Kennedy has often taken a strong stance in favor of expanding Constitutional rights to cover sexual orientation. He wrote the Court's opinion in the controversial 1996 case, Romer v. Evans, invalidating a provision in the Colorado Constitution denying homosexuals the right to bring local discrimination claims. In 2003, he authored the Court's opinion Lawrence v. Texas, which invalidated criminal prohibitions against homosexual sodomy under the Due Process Clause of the United States Constitution, overturning the Court's previous contrary ruling in 1986's Bowers v. Hardwick. In doing so, however, he was very careful to limit the extent of the opinion, declaring that the case did not involve whether the government must give formal recognition to any relationship that homosexual persons seek to enter. In both cases, he sided with the more liberal members of the Court. Lawrence also controversially referred to foreign laws, specifically ones enacted by the Parliament of the United Kingdom and the European Court of Human Rights, in justifying its result. Kennedy voted, with 4 other Justices, to uphold the Boy Scouts of America's organizational right to ban homosexuals from being scoutmasters in Boy Scouts of America v. Dale in 2000. On 19 October 2009 Justice Kennedy temporarily blocked Washington state officials from releasing the names of people who signed petitions for a referendum ballot measure that would repeal a gay rights domestic partnership law.

Capital punishment

Kennedy has generally voted to restrict the use of the death penalty. With the Court's majority in Atkins v. Virginia and Roper v. Simmons, he held unconstitutional the execution of the mentally ill and those under 18 at the time of the crime. However, in Kansas v. Marsh, he declined to join the dissent, which questioned the overall "soundness" of the existing capital punishment system. His opinion for the Court in Roper, as in Lawrence, made extensive reference to foreign law, drawing the ire of then-House Majority Leader Tom DeLay who called Kennedy's opinion "incredibly outrageous".[14] Conservative commentator Phyllis Schlafly called for Kennedy's impeachment.[1]

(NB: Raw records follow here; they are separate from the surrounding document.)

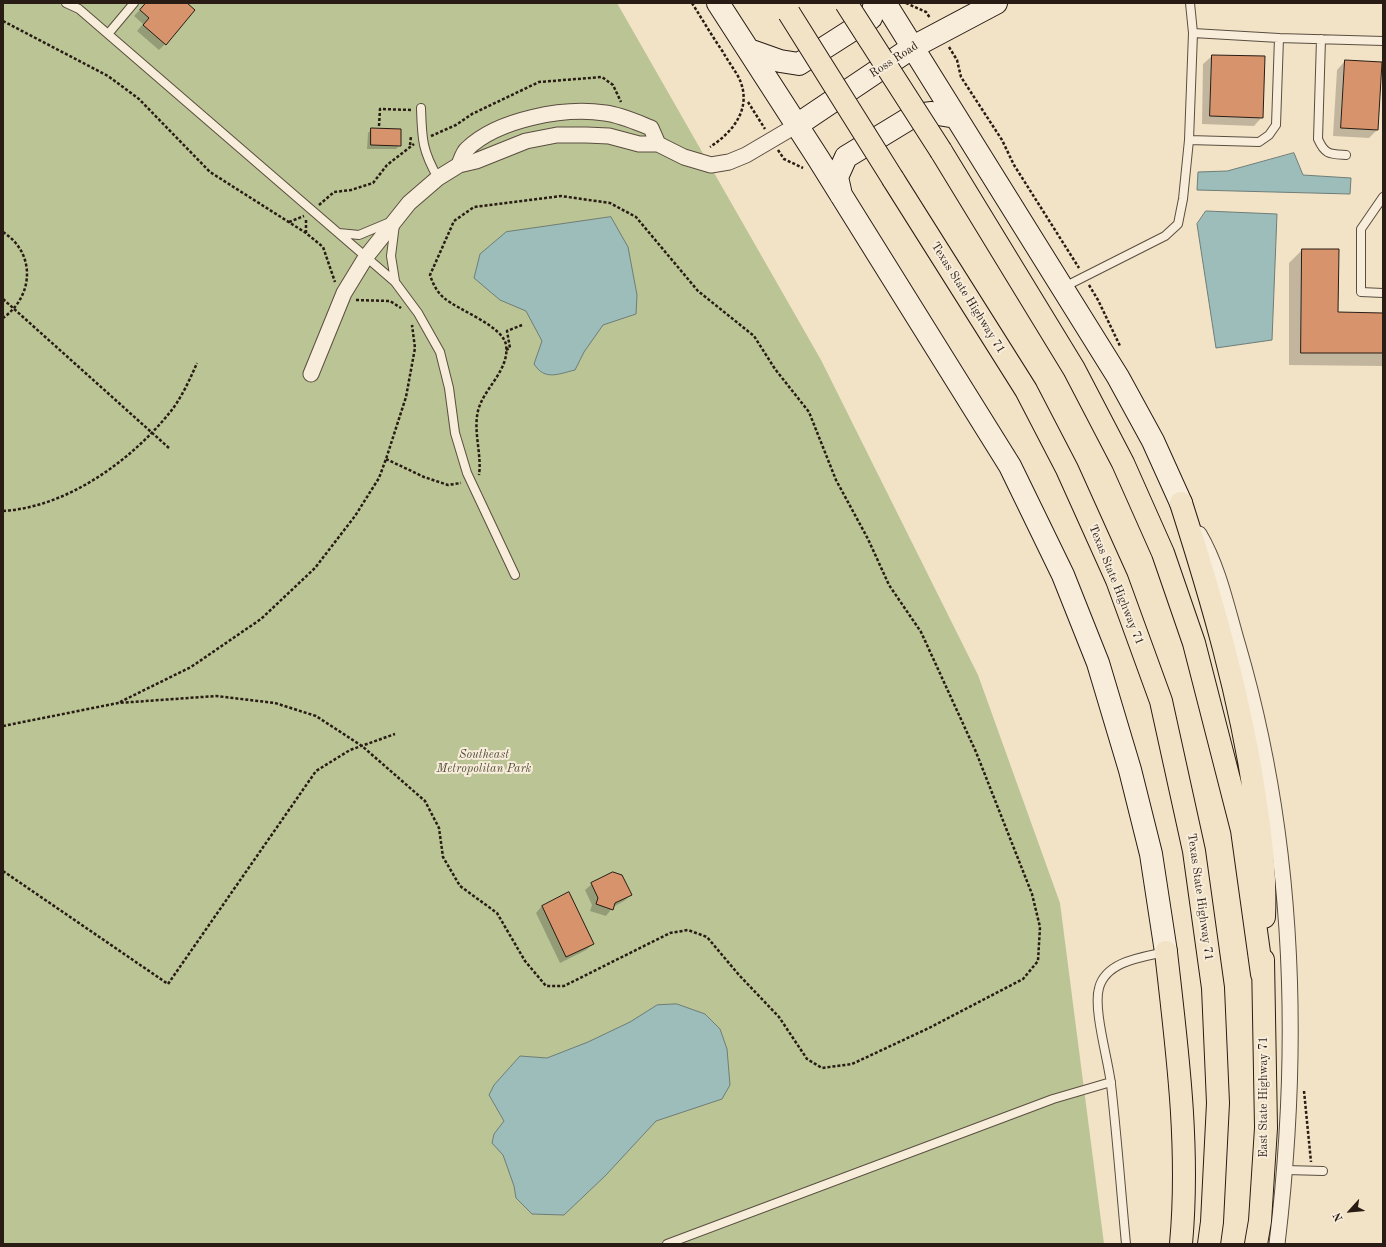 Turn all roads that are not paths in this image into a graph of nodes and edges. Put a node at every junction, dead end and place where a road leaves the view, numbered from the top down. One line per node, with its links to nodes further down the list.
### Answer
1 (66, 3): 11 (lane)
2 (134, 3): 11 (lane)
3 (718, 3): 16 (street)
4 (846, 3): 39 (highway, bridge)
5 (875, 3): 16 (street)
6 (884, 3): 15 (street)
7 (996, 3): 15 (street, Ross Road)
8 (1190, 3): 10 (lane)
9 (786, 8): 46 (highway, Texas State Highway 71, bridge)
10 (1193, 33): 12 (lane); 22 (lane)
11 (108, 34): 30 (lane)
12 (1279, 38): 13 (lane); 22 (lane)
13 (1320, 39): 14 (lane); 24 (lane)
14 (1383, 41)
15 (913, 47): 19 (street); 20 (street, Ross Road)
16 (749, 50): 20 (street)
17 (421, 108): 26 (lane)
18 (552, 114): 21 (street); 23 (street); 25 (street)
19 (956, 117): 27 (street); 33 (street)
20 (797, 125): 23 (street); 27 (street)
21 (557, 135): 23 (street); 25 (street)
22 (1189, 140): 33 (lane)
23 (658, 144)
24 (1346, 155)
25 (459, 165): 26 (street)
26 (438, 178): 29 (street)
27 (841, 196): 38 (street)
28 (1383, 197): 34 (lane)
29 (396, 219): 30 (lane); 31 (street); 32 (lane)
30 (339, 233): 31 (lane)
31 (366, 257): 32 (lane); 35 (street)
32 (396, 282): 37 (lane)
33 (1062, 288): 36 (street)
34 (1383, 293)
35 (311, 374)
36 (1181, 503): 39 (highway); 41 (street)
37 (515, 575)
38 (1166, 952): 40 (lane); 45 (highway)
39 (1262, 974): 47 (highway, East State Highway 71)
40 (1111, 1082): 43 (lane); 44 (lane)
41 (1286, 1170): 42 (lane); 48 (street)
42 (1323, 1171)
43 (667, 1244)
44 (1126, 1244)
45 (1182, 1244)
46 (1209, 1244)
47 (1256, 1244)
48 (1277, 1244) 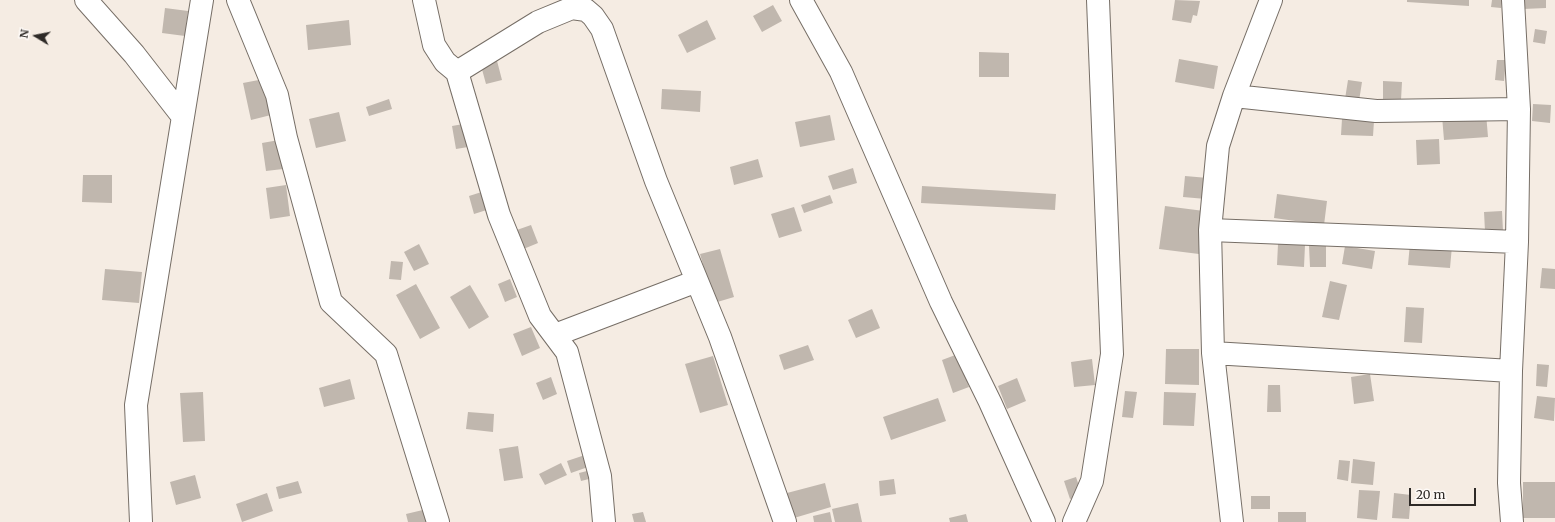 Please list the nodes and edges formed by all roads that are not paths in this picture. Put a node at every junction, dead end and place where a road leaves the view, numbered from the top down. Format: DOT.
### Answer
graph roads {
  1 [pos="86,0"];
  2 [pos="202,0"];
  3 [pos="238,0"];
  4 [pos="424,0"];
  5 [pos="801,0"];
  6 [pos="1098,0"];
  7 [pos="1271,0"];
  8 [pos="1513,0"];
  9 [pos="457,72"];
  10 [pos="1234,96"];
  11 [pos="1519,109"];
  12 [pos="183,117"];
  13 [pos="1210,230"];
  14 [pos="1517,242"];
  15 [pos="697,281"];
  16 [pos="555,335"];
  17 [pos="1213,353"];
  18 [pos="1511,371"];
  19 [pos="141,522"];
  20 [pos="438,522"];
  21 [pos="604,522"];
  22 [pos="785,522"];
  23 [pos="1044,522"];
  24 [pos="1074,522"];
  25 [pos="1232,522"];
  26 [pos="1512,522"];
  1 -- 12 [label="street"];
  2 -- 12 [label="street"];
  3 -- 20 [label="street"];
  4 -- 9 [label="street"];
  5 -- 23 [label="street"];
  6 -- 24 [label="street"];
  7 -- 10 [label="street"];
  8 -- 11 [label="street"];
  9 -- 15 [label="street"];
  9 -- 16 [label="street"];
  10 -- 11 [label="street"];
  10 -- 13 [label="street"];
  11 -- 14 [label="street"];
  12 -- 19 [label="street"];
  13 -- 14 [label="street"];
  13 -- 17 [label="street"];
  14 -- 18 [label="street"];
  15 -- 16 [label="street"];
  15 -- 22 [label="street"];
  16 -- 21 [label="street"];
  17 -- 18 [label="street"];
  17 -- 25 [label="street"];
  18 -- 26 [label="street"];
}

On June 25, 2008, Kennedy authored the 5-4 majority opinion in Kennedy v. Louisiana. The opinion, which was joined by the court's four more liberal judges, held that "[t]he Eighth Amendment bars Louisiana from imposing the death penalty for the rape of a child where the crime did not result, and was not intended to result, in the victim's death." The opinion went on to state, "The court concludes that there is a distinction between intentional first-degree murder, on the one hand, and non-homicide crimes against individuals, even including child rape, on the other. The latter crimes may be devastating in their harm, as here, but in terms of moral depravity and of the injury to the person and to the public, they cannot compare to murder in their severity and irrevocability." The opinion concluded that in cases of crimes against individuals, "the death penalty should not be expanded to instances where the victim's life was not taken." Thus, this ruling is expected to effectively limit the use of the death penalty for a crime against an individual not involving murder. However, it is important to note that this decision is unlikely to impact the use of the death penalty in relation to military justice or for crimes against the state such as terrorism, espionage, or treason.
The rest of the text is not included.